Assuming we can simulate the program with a low overhead, we can do it in $O(n)$, but can we do it faster? Our proof that this is impossible will precisely mimic the same diagonalization proof of the halting theorem (I’ll note that my presentation of the proof sketch is imprecise because it doesn’t take into account the overhead of simulating another machine and it is more in line with with a 1972 result by Stephen Cook working on RAM machines rather than Turing machines17):

Let’s assume we can answer the question faster:

$H_n(M, x)$ := IF $M$ halts on $x$ within $n$ steps THEN TRUE ELSE FALSE

Such that, $TIME(H_n) \leq n - 2$

We then defined

$G(y)$ := IF $H_n(y, y)$ = FALSE THEN TRUE ELSE loop $n$ times and return FALSE

Just as in the halting theorem proof, if we then pass $G$ to itself ($G(G)$) we get a contradiction between what $G$ does and what $H$ says that $G$ does, because we note that $H_n$ returns its result within $n-2$ steps, and $G$ then returns TRUE in one more step, terminating in under $n$ steps.

Put simply, you can’t know what a program will do faster that running it. Bounded halting is $\theta(n)$.

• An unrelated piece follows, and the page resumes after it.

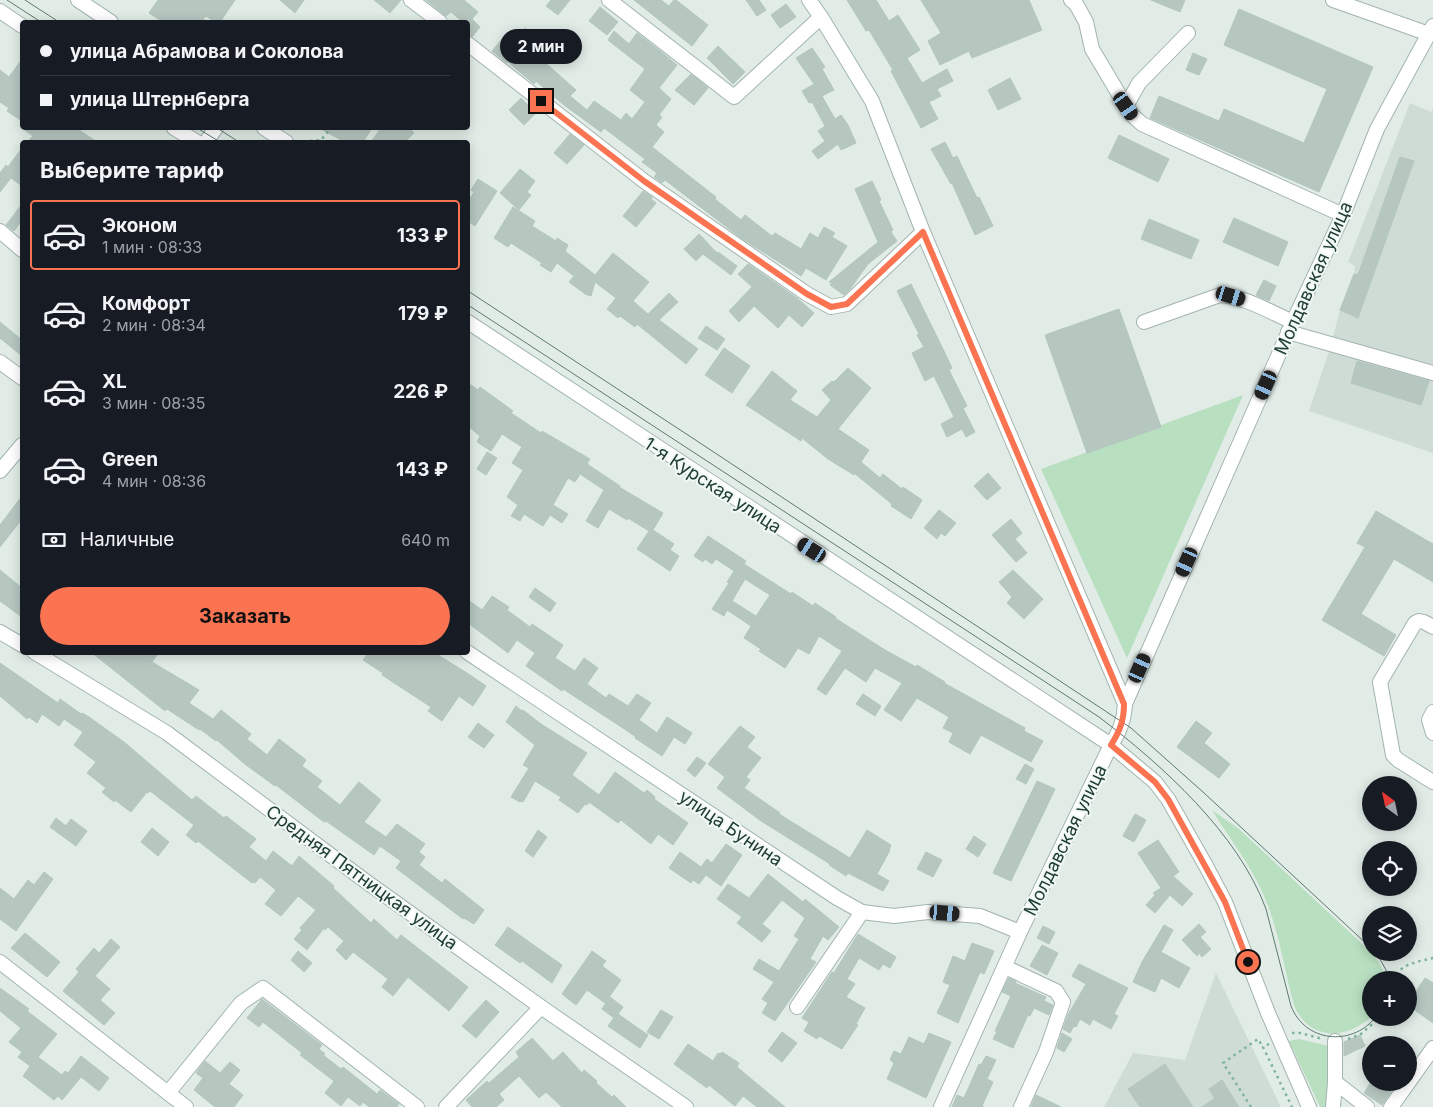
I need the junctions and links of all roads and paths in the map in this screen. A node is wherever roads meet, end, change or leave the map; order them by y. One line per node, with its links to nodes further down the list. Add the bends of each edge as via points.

But can we generalize from one input to the another? Can we work hard on some inputs so that we’re fast on all others? I call that problem amortized bounded halting. If working hard on analyzing the program’s behavior on some inputs could yield gains on others, there would be a large enough number of inputs, $K$, such that answering the bounded halting question on all of them would take less than $K \cdot n$ steps. We can state the question like so:

Given natural numbers $n$, $K$, does there exist a machine $HA_{n,k}$ that for all TMs $M$, $HA_{n,k}(M, x_1,…, x_k)$ decides whether $M$ halts on all $x_1…x_k$ within $n$ steps, and does so within $K \cdot n$ steps?

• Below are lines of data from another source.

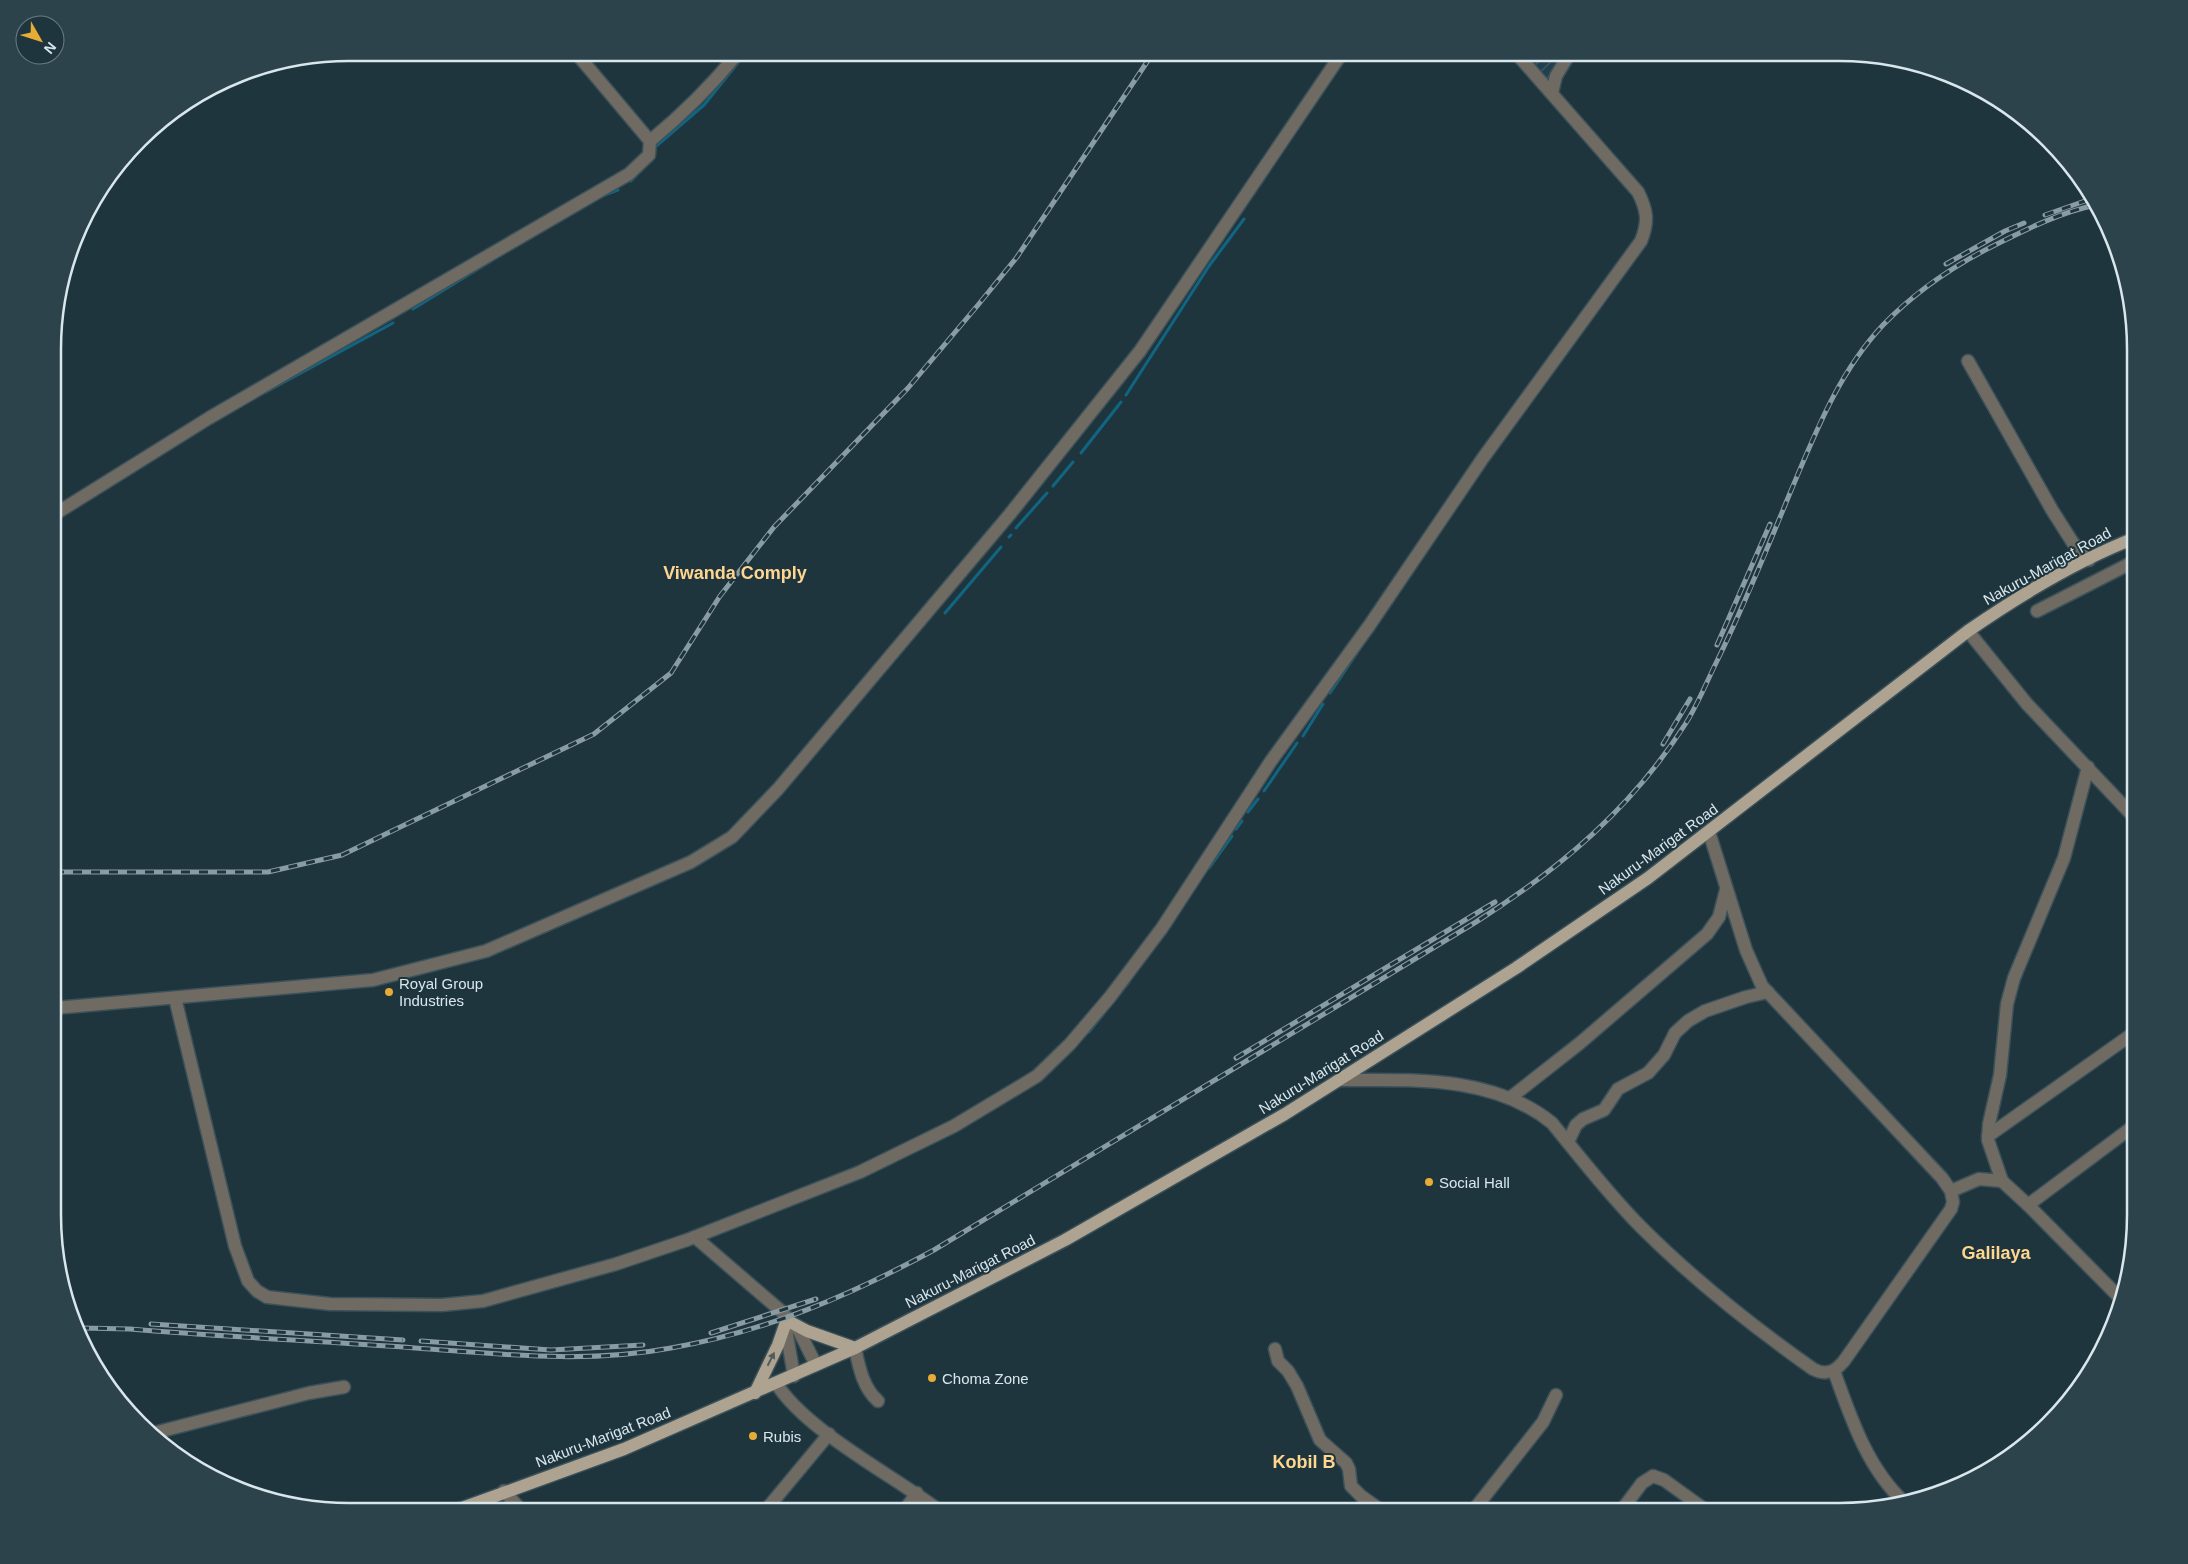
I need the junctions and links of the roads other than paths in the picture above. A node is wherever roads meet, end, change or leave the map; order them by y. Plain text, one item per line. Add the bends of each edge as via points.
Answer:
1 (583, 61) edge
2 (731, 61) edge
3 (1337, 61) edge
4 (1523, 61) edge
5 (1565, 61) edge
6 (1552, 93) junction
7 (650, 141) junction
8 (1968, 361) dead end
9 (61, 510) edge
10 (2127, 542) edge
11 (2089, 560) junction
12 (2127, 565) edge
13 (2037, 611) dead end
14 (1968, 631) junction
15 (2088, 767) junction
16 (2127, 809) edge
17 (1709, 832) junction
18 (1726, 887) junction
19 (1768, 992) junction
20 (175, 998) junction
21 (61, 1008) edge
22 (2127, 1038) edge
23 (1340, 1080) junction
24 (1510, 1098) junction
25 (2127, 1131) edge
26 (1988, 1136) junction
27 (1568, 1142) junction
28 (2002, 1181) junction
29 (1951, 1191) junction
30 (2028, 1205) junction
31 (695, 1236) junction
32 (2116, 1293) edge
33 (787, 1321) junction
34 (855, 1348) junction
35 (1275, 1349) dead end
36 (816, 1365) junction
37 (1834, 1371) junction
38 (794, 1376) junction
39 (776, 1383) junction
40 (344, 1387) dead end
41 (755, 1393) junction
42 (1556, 1396) dead end
43 (878, 1401) dead end
44 (160, 1432) edge
45 (828, 1434) junction
46 (504, 1491) junction
47 (917, 1494) junction
48 (1899, 1496) edge
49 (474, 1503) edge
50 (515, 1503) edge
51 (772, 1503) edge
52 (910, 1503) edge
53 (929, 1503) edge
54 (1371, 1503) edge
55 (1479, 1503) edge
56 (1627, 1503) edge
57 (1695, 1503) edge

1 - 7 street
2 - 7 street via 678,118
3 - 20 street via 1140,351 1010,514 778,789 732,837 691,862 486,951 373,980
4 - 6 street
5 - 6 street via 1556,76
6 - 31 street via 1638,192 1646,209 1647,226 1641,241 1483,458 1369,626 1271,761 1150,944 1070,1044 1024,1085 954,1126 867,1169
7 - 9 street via 648,155 629,174 209,418
8 - 11 street via 2052,510 2073,543
10 - 11 main road, Nakuru-Marigat Road
11 - 14 main road, Nakuru-Marigat Road via 2007,604
12 - 13 street
14 - 15 street via 2027,704
14 - 17 main road, Nakuru-Marigat Road
15 - 16 street
15 - 26 street via 2064,858 2014,978
17 - 18 street
17 - 23 main road, Nakuru-Marigat Road via 1524,963
18 - 19 street via 1746,950 1762,986
18 - 24 street via 1719,917 1707,934 1580,1043
19 - 27 street via 1746,996 1688,1021 1675,1033 1664,1055 1648,1074 1618,1089 1604,1110 1583,1118
19 - 29 street
20 - 21 street
20 - 31 street via 239,1260 248,1281 263,1295 330,1304 442,1305 483,1301 616,1264
22 - 26 street
23 - 24 street via 1448,1083
23 - 34 main road, Nakuru-Marigat Road via 1065,1240
24 - 27 street via 1540,1113
25 - 30 street
26 - 28 street
27 - 37 street via 1640,1226 1703,1283 1759,1331 1813,1369 1820,1373
28 - 29 street via 1979,1179
28 - 30 street
29 - 37 street via 1953,1202 1947,1216 1844,1362
30 - 32 street
31 - 33 street
33 - 34 main road
33 - 36 street via 805,1341
33 - 38 street
41 -> 33 main road
34 - 36 main road, Nakuru-Marigat Road
34 - 43 street via 863,1378 870,1394
35 - 54 street via 1278,1360 1297,1386 1320,1440 1346,1463 1350,1469 1351,1486
36 - 38 main road, Nakuru-Marigat Road
37 - 48 street via 1852,1420 1876,1468
38 - 39 main road, Nakuru-Marigat Road
39 - 41 main road, Nakuru-Marigat Road
39 - 45 street via 784,1396
40 - 44 street
41 - 46 main road, Nakuru-Marigat Road via 624,1449
42 - 55 street via 1543,1422
45 - 47 street
45 - 51 street
46 - 49 main road, Nakuru-Marigat Road
46 - 50 street
47 - 52 street
47 - 53 street
56 - 57 street via 1642,1483 1653,1476 1664,1480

The answer to that is also negative, by reduction from bounded halting. Let $UTM$ be the universal Turing machine (that simply simulates the machines and inputs given to it). Then, if $HA_{n,k}$ were possible, we could use it to implement $H_{K \cdot n}$ so:

with $r_1,…, r_{k-1}$ being any inputs.

Now, our $\theta(n)$ result of bounded halting actually answers our question of the complexity of the halting problem. Because we can’t answer any question about the program faster than running it, and as soon as the program reaches a state it’s visited before we know it never halts, in the worst-case, the complexity is at least the number of states (plus overhead of recording them). In the general case, a TM can have an infinite number of states, so the worst-case complexity is infinite, and we get the undecidability of the general halting problem as a special case of bounded halting.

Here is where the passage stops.